## Provided records
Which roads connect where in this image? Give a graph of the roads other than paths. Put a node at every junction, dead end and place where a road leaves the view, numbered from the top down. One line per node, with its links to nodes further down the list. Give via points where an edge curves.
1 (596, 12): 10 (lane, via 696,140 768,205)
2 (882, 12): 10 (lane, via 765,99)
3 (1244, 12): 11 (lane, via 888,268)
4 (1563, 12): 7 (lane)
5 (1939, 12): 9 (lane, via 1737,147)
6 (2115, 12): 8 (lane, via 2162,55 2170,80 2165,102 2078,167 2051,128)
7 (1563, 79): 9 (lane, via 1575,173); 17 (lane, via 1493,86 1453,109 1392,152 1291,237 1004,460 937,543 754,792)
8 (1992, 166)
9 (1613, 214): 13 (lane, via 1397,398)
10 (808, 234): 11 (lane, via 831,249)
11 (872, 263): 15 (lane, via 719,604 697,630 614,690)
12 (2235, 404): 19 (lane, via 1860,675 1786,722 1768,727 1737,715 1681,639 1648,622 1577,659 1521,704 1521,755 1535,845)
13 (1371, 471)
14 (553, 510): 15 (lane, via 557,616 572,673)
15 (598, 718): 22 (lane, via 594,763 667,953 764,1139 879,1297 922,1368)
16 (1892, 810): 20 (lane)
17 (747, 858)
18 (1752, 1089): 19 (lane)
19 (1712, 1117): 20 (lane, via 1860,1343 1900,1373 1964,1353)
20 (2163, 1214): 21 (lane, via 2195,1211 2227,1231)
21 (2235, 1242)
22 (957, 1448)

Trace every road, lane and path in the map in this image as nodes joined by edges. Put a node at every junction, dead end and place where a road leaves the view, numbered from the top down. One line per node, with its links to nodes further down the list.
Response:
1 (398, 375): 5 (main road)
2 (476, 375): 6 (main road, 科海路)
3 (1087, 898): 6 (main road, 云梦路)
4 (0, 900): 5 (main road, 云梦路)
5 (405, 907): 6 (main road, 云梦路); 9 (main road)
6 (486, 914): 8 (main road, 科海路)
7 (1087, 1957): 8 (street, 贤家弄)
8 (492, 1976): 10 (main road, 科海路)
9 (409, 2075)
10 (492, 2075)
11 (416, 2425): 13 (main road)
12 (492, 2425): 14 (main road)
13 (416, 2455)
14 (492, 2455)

## Brief
What is needed is a word-for-word copy of all the entries.

## Response
Which roads connect where in this image? Give a graph of the roads other than paths. Put a node at every junction, dead end and place where a road leaves the view, numbered from the top down. One line per node, with its links to nodes further down the list. Give via points where an edge curves.
1 (596, 12): 10 (lane, via 696,140 768,205)
2 (882, 12): 10 (lane, via 765,99)
3 (1244, 12): 11 (lane, via 888,268)
4 (1563, 12): 7 (lane)
5 (1939, 12): 9 (lane, via 1737,147)
6 (2115, 12): 8 (lane, via 2162,55 2170,80 2165,102 2078,167 2051,128)
7 (1563, 79): 9 (lane, via 1575,173); 17 (lane, via 1493,86 1453,109 1392,152 1291,237 1004,460 937,543 754,792)
8 (1992, 166)
9 (1613, 214): 13 (lane, via 1397,398)
10 (808, 234): 11 (lane, via 831,249)
11 (872, 263): 15 (lane, via 719,604 697,630 614,690)
12 (2235, 404): 19 (lane, via 1860,675 1786,722 1768,727 1737,715 1681,639 1648,622 1577,659 1521,704 1521,755 1535,845)
13 (1371, 471)
14 (553, 510): 15 (lane, via 557,616 572,673)
15 (598, 718): 22 (lane, via 594,763 667,953 764,1139 879,1297 922,1368)
16 (1892, 810): 20 (lane)
17 (747, 858)
18 (1752, 1089): 19 (lane)
19 (1712, 1117): 20 (lane, via 1860,1343 1900,1373 1964,1353)
20 (2163, 1214): 21 (lane, via 2195,1211 2227,1231)
21 (2235, 1242)
22 (957, 1448)

Trace every road, lane and path in the map in this image as nodes joined by edges. Put a node at every junction, dead end and place where a road leaves the view, numbered from the top down. One line per node, with its links to nodes further down the list.
Response:
1 (398, 375): 5 (main road)
2 (476, 375): 6 (main road, 科海路)
3 (1087, 898): 6 (main road, 云梦路)
4 (0, 900): 5 (main road, 云梦路)
5 (405, 907): 6 (main road, 云梦路); 9 (main road)
6 (486, 914): 8 (main road, 科海路)
7 (1087, 1957): 8 (street, 贤家弄)
8 (492, 1976): 10 (main road, 科海路)
9 (409, 2075)
10 (492, 2075)
11 (416, 2425): 13 (main road)
12 (492, 2425): 14 (main road)
13 (416, 2455)
14 (492, 2455)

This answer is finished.